[EXCERPTED DATA Boundary: Start]

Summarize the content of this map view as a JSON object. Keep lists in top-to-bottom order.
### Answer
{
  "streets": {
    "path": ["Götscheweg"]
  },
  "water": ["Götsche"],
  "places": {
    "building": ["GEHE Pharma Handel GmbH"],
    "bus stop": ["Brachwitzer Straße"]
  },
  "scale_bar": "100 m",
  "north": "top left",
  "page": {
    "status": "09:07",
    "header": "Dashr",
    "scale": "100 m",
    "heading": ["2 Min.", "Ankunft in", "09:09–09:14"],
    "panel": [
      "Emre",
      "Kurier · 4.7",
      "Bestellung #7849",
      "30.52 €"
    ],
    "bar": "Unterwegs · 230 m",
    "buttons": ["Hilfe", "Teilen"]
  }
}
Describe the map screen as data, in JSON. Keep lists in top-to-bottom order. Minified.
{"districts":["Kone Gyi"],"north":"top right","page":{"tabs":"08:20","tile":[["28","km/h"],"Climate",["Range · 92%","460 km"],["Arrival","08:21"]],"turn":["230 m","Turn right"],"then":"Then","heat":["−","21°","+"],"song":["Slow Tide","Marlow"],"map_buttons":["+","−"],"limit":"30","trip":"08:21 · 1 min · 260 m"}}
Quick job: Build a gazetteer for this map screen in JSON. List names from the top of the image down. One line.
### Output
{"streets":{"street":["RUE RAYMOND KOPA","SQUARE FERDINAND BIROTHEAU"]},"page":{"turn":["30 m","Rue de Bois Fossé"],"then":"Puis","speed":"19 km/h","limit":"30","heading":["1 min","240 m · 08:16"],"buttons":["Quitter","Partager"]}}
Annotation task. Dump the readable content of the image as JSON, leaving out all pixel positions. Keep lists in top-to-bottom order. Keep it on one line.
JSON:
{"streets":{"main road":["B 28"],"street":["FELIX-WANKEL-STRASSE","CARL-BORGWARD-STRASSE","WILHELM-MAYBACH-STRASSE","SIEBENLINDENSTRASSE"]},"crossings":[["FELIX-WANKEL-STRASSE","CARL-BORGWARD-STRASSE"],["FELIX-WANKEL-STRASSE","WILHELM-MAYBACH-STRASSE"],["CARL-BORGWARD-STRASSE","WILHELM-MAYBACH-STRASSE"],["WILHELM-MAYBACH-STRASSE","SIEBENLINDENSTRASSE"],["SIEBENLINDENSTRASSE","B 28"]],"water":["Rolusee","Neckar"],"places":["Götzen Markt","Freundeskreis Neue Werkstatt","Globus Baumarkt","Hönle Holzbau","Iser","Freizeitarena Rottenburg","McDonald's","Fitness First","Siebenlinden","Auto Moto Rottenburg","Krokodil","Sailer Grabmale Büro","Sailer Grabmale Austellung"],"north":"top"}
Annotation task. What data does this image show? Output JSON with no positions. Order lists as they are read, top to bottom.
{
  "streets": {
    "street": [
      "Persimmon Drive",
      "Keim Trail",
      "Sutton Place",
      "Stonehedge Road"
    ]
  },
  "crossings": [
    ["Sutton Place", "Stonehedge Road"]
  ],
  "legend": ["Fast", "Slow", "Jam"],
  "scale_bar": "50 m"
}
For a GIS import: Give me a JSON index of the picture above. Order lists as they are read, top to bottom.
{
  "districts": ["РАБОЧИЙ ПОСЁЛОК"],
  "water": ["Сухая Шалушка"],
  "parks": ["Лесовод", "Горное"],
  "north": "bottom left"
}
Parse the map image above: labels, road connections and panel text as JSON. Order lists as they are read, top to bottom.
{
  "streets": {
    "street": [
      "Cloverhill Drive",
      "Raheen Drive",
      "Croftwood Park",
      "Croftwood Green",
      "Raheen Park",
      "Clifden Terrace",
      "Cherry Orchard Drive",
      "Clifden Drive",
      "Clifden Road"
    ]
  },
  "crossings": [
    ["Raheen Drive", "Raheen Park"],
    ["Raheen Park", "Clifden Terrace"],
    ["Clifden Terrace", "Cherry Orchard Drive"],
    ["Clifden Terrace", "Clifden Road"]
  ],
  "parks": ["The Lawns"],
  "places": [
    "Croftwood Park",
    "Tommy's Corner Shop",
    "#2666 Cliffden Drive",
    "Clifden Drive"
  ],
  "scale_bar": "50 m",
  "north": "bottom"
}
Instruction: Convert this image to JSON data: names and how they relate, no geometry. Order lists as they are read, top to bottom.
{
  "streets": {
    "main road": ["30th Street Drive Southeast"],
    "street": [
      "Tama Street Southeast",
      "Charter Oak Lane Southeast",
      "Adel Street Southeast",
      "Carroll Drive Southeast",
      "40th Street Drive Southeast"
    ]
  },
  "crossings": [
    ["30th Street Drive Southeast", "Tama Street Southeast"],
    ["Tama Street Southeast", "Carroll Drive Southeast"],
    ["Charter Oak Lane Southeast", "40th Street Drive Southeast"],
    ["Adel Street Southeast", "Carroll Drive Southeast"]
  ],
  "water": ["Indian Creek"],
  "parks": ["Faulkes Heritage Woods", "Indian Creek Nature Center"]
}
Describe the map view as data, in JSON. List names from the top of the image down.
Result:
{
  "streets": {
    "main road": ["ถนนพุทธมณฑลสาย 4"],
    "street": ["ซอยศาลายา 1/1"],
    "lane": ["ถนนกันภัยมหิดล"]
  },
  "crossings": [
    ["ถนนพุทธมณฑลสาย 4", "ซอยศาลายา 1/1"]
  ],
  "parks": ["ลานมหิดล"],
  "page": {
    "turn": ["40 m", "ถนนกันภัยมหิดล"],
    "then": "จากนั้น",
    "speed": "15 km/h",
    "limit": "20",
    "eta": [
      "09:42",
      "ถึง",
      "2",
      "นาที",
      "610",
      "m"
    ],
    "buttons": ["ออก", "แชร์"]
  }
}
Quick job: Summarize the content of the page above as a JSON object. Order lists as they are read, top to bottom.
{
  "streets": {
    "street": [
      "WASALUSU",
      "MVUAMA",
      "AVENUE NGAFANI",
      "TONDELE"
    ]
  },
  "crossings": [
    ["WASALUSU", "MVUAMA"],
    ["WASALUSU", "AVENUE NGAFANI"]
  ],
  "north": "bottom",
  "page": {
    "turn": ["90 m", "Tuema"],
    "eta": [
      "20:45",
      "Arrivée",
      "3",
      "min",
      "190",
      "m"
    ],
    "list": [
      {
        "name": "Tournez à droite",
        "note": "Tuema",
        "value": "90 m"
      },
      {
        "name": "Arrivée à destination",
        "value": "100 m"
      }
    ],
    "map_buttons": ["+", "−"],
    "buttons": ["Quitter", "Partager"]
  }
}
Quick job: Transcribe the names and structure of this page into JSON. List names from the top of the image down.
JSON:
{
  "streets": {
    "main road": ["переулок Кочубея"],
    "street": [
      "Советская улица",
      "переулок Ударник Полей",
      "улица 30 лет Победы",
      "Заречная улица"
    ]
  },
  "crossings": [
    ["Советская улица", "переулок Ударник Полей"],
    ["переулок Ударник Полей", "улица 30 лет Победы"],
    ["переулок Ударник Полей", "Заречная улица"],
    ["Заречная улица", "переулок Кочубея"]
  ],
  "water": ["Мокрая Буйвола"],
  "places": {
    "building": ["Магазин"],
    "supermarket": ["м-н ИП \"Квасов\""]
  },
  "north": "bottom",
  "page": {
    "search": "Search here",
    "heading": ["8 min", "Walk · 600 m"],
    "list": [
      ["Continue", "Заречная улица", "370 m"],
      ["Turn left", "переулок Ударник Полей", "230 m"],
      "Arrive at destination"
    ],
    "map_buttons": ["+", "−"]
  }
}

[EXCERPTED DATA Boundary: End]

→ AIM OF THE TASK: The records shown above should be given again word for word.

→ SOLVED PROBLEM:
Summarize the content of this map view as a JSON object. Keep lists in top-to-bottom order.
### Answer
{
  "streets": {
    "path": ["Götscheweg"]
  },
  "water": ["Götsche"],
  "places": {
    "building": ["GEHE Pharma Handel GmbH"],
    "bus stop": ["Brachwitzer Straße"]
  },
  "scale_bar": "100 m",
  "north": "top left",
  "page": {
    "status": "09:07",
    "header": "Dashr",
    "scale": "100 m",
    "heading": ["2 Min.", "Ankunft in", "09:09–09:14"],
    "panel": [
      "Emre",
      "Kurier · 4.7",
      "Bestellung #7849",
      "30.52 €"
    ],
    "bar": "Unterwegs · 230 m",
    "buttons": ["Hilfe", "Teilen"]
  }
}
Describe the map screen as data, in JSON. Keep lists in top-to-bottom order. Minified.
{"districts":["Kone Gyi"],"north":"top right","page":{"tabs":"08:20","tile":[["28","km/h"],"Climate",["Range · 92%","460 km"],["Arrival","08:21"]],"turn":["230 m","Turn right"],"then":"Then","heat":["−","21°","+"],"song":["Slow Tide","Marlow"],"map_buttons":["+","−"],"limit":"30","trip":"08:21 · 1 min · 260 m"}}
Quick job: Build a gazetteer for this map screen in JSON. List names from the top of the image down. One line.
### Output
{"streets":{"street":["RUE RAYMOND KOPA","SQUARE FERDINAND BIROTHEAU"]},"page":{"turn":["30 m","Rue de Bois Fossé"],"then":"Puis","speed":"19 km/h","limit":"30","heading":["1 min","240 m · 08:16"],"buttons":["Quitter","Partager"]}}
Annotation task. Dump the readable content of the image as JSON, leaving out all pixel positions. Keep lists in top-to-bottom order. Keep it on one line.
JSON:
{"streets":{"main road":["B 28"],"street":["FELIX-WANKEL-STRASSE","CARL-BORGWARD-STRASSE","WILHELM-MAYBACH-STRASSE","SIEBENLINDENSTRASSE"]},"crossings":[["FELIX-WANKEL-STRASSE","CARL-BORGWARD-STRASSE"],["FELIX-WANKEL-STRASSE","WILHELM-MAYBACH-STRASSE"],["CARL-BORGWARD-STRASSE","WILHELM-MAYBACH-STRASSE"],["WILHELM-MAYBACH-STRASSE","SIEBENLINDENSTRASSE"],["SIEBENLINDENSTRASSE","B 28"]],"water":["Rolusee","Neckar"],"places":["Götzen Markt","Freundeskreis Neue Werkstatt","Globus Baumarkt","Hönle Holzbau","Iser","Freizeitarena Rottenburg","McDonald's","Fitness First","Siebenlinden","Auto Moto Rottenburg","Krokodil","Sailer Grabmale Büro","Sailer Grabmale Austellung"],"north":"top"}
Annotation task. What data does this image show? Output JSON with no positions. Order lists as they are read, top to bottom.
{
  "streets": {
    "street": [
      "Persimmon Drive",
      "Keim Trail",
      "Sutton Place",
      "Stonehedge Road"
    ]
  },
  "crossings": [
    ["Sutton Place", "Stonehedge Road"]
  ],
  "legend": ["Fast", "Slow", "Jam"],
  "scale_bar": "50 m"
}
For a GIS import: Give me a JSON index of the picture above. Order lists as they are read, top to bottom.
{
  "districts": ["РАБОЧИЙ ПОСЁЛОК"],
  "water": ["Сухая Шалушка"],
  "parks": ["Лесовод", "Горное"],
  "north": "bottom left"
}
Parse the map image above: labels, road connections and panel text as JSON. Order lists as they are read, top to bottom.
{
  "streets": {
    "street": [
      "Cloverhill Drive",
      "Raheen Drive",
      "Croftwood Park",
      "Croftwood Green",
      "Raheen Park",
      "Clifden Terrace",
      "Cherry Orchard Drive",
      "Clifden Drive",
      "Clifden Road"
    ]
  },
  "crossings": [
    ["Raheen Drive", "Raheen Park"],
    ["Raheen Park", "Clifden Terrace"],
    ["Clifden Terrace", "Cherry Orchard Drive"],
    ["Clifden Terrace", "Clifden Road"]
  ],
  "parks": ["The Lawns"],
  "places": [
    "Croftwood Park",
    "Tommy's Corner Shop",
    "#2666 Cliffden Drive",
    "Clifden Drive"
  ],
  "scale_bar": "50 m",
  "north": "bottom"
}
Instruction: Convert this image to JSON data: names and how they relate, no geometry. Order lists as they are read, top to bottom.
{
  "streets": {
    "main road": ["30th Street Drive Southeast"],
    "street": [
      "Tama Street Southeast",
      "Charter Oak Lane Southeast",
      "Adel Street Southeast",
      "Carroll Drive Southeast",
      "40th Street Drive Southeast"
    ]
  },
  "crossings": [
    ["30th Street Drive Southeast", "Tama Street Southeast"],
    ["Tama Street Southeast", "Carroll Drive Southeast"],
    ["Charter Oak Lane Southeast", "40th Street Drive Southeast"],
    ["Adel Street Southeast", "Carroll Drive Southeast"]
  ],
  "water": ["Indian Creek"],
  "parks": ["Faulkes Heritage Woods", "Indian Creek Nature Center"]
}
Describe the map view as data, in JSON. List names from the top of the image down.
Result:
{
  "streets": {
    "main road": ["ถนนพุทธมณฑลสาย 4"],
    "street": ["ซอยศาลายา 1/1"],
    "lane": ["ถนนกันภัยมหิดล"]
  },
  "crossings": [
    ["ถนนพุทธมณฑลสาย 4", "ซอยศาลายา 1/1"]
  ],
  "parks": ["ลานมหิดล"],
  "page": {
    "turn": ["40 m", "ถนนกันภัยมหิดล"],
    "then": "จากนั้น",
    "speed": "15 km/h",
    "limit": "20",
    "eta": [
      "09:42",
      "ถึง",
      "2",
      "นาที",
      "610",
      "m"
    ],
    "buttons": ["ออก", "แชร์"]
  }
}
Quick job: Summarize the content of the page above as a JSON object. Order lists as they are read, top to bottom.
{
  "streets": {
    "street": [
      "WASALUSU",
      "MVUAMA",
      "AVENUE NGAFANI",
      "TONDELE"
    ]
  },
  "crossings": [
    ["WASALUSU", "MVUAMA"],
    ["WASALUSU", "AVENUE NGAFANI"]
  ],
  "north": "bottom",
  "page": {
    "turn": ["90 m", "Tuema"],
    "eta": [
      "20:45",
      "Arrivée",
      "3",
      "min",
      "190",
      "m"
    ],
    "list": [
      {
        "name": "Tournez à droite",
        "note": "Tuema",
        "value": "90 m"
      },
      {
        "name": "Arrivée à destination",
        "value": "100 m"
      }
    ],
    "map_buttons": ["+", "−"],
    "buttons": ["Quitter", "Partager"]
  }
}
Quick job: Transcribe the names and structure of this page into JSON. List names from the top of the image down.
JSON:
{
  "streets": {
    "main road": ["переулок Кочубея"],
    "street": [
      "Советская улица",
      "переулок Ударник Полей",
      "улица 30 лет Победы",
      "Заречная улица"
    ]
  },
  "crossings": [
    ["Советская улица", "переулок Ударник Полей"],
    ["переулок Ударник Полей", "улица 30 лет Победы"],
    ["переулок Ударник Полей", "Заречная улица"],
    ["Заречная улица", "переулок Кочубея"]
  ],
  "water": ["Мокрая Буйвола"],
  "places": {
    "building": ["Магазин"],
    "supermarket": ["м-н ИП \"Квасов\""]
  },
  "north": "bottom",
  "page": {
    "search": "Search here",
    "heading": ["8 min", "Walk · 600 m"],
    "list": [
      ["Continue", "Заречная улица", "370 m"],
      ["Turn left", "переулок Ударник Полей", "230 m"],
      "Arrive at destination"
    ],
    "map_buttons": ["+", "−"]
  }
}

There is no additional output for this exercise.